> About this exercise
Where "lane" occurs in a line of the entries below, copy that line.

> Records for processing
((
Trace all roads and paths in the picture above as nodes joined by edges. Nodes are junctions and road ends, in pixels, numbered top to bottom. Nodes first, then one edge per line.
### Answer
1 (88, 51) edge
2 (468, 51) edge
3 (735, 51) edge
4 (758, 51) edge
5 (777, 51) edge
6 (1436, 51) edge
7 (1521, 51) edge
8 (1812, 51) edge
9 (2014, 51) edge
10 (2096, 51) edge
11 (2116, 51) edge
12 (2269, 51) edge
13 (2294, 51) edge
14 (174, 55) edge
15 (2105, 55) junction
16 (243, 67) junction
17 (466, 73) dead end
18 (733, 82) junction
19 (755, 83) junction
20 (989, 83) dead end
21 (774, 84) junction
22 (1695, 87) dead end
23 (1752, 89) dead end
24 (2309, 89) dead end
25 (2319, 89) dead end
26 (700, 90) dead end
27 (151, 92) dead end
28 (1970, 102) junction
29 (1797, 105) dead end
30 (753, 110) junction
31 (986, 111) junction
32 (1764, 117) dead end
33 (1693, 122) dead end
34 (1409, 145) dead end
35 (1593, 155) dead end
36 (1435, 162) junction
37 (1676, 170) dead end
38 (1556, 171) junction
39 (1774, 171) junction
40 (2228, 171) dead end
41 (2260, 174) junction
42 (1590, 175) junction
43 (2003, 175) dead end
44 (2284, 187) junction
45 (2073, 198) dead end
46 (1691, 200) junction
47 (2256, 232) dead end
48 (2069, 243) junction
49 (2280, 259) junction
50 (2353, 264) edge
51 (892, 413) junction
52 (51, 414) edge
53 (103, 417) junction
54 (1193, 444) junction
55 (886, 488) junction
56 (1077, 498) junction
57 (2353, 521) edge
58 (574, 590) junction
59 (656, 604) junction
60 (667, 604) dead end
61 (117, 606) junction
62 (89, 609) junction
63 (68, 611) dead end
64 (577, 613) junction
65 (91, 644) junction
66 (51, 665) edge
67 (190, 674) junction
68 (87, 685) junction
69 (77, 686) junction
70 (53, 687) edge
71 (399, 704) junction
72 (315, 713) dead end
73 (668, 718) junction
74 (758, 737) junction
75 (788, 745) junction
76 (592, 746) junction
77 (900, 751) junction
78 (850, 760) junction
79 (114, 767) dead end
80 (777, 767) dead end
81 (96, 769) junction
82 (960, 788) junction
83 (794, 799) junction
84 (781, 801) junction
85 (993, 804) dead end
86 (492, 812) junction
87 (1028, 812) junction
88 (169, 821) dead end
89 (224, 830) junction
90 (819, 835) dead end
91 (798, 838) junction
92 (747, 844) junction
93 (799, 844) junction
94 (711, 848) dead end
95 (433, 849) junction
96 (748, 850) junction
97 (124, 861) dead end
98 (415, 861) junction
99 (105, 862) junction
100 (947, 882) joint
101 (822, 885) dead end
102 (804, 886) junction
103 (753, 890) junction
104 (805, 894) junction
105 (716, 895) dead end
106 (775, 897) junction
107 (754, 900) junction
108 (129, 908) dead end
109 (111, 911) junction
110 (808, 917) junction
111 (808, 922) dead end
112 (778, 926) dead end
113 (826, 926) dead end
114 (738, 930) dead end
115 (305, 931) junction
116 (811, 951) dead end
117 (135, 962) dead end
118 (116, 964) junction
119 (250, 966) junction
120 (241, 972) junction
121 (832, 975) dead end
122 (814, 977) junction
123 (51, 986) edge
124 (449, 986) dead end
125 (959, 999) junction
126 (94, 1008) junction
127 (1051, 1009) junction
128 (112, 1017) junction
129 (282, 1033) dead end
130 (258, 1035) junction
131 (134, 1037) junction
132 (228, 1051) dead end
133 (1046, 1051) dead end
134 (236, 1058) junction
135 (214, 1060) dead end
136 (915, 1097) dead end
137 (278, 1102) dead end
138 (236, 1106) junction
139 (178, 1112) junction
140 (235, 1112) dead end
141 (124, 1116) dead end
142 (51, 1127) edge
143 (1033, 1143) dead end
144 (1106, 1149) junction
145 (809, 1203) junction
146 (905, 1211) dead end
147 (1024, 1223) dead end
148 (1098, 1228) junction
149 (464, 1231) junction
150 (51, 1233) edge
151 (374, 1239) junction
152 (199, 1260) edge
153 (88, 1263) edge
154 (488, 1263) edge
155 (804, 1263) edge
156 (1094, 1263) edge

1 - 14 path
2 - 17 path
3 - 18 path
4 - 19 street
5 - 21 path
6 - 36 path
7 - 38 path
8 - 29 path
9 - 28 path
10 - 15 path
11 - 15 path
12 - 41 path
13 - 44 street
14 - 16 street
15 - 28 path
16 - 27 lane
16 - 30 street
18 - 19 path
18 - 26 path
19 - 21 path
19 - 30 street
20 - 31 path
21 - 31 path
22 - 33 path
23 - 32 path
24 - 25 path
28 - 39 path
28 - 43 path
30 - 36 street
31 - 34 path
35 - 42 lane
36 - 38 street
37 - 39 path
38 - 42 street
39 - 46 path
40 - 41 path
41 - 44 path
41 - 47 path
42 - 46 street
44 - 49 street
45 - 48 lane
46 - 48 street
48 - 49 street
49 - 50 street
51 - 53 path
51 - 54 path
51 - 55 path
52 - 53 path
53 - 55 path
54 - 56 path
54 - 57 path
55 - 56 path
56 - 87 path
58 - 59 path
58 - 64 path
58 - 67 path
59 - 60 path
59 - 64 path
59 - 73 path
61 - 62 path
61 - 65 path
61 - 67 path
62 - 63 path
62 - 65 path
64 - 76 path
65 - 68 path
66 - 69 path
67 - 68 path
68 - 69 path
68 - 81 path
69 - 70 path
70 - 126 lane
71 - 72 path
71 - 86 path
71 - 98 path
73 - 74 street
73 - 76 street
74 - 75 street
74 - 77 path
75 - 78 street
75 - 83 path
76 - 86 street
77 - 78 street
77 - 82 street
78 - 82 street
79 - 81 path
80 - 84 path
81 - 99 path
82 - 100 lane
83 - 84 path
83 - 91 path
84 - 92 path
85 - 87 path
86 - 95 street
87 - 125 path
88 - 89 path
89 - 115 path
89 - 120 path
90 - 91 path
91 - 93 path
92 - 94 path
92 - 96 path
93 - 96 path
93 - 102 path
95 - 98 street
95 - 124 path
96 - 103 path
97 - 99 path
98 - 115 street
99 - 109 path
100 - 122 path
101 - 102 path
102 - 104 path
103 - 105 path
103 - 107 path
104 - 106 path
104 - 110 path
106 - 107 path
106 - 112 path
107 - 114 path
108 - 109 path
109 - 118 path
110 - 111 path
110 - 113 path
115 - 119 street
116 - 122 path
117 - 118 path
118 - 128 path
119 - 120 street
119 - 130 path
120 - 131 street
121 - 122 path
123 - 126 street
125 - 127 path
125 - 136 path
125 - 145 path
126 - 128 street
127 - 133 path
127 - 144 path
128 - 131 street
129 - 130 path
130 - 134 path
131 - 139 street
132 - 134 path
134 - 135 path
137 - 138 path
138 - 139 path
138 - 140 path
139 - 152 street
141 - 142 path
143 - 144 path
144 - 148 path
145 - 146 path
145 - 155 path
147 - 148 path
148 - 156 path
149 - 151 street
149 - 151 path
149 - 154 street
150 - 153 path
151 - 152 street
))
> Solution to this exercise
16 - 27 lane
35 - 42 lane
45 - 48 lane
70 - 126 lane
82 - 100 lane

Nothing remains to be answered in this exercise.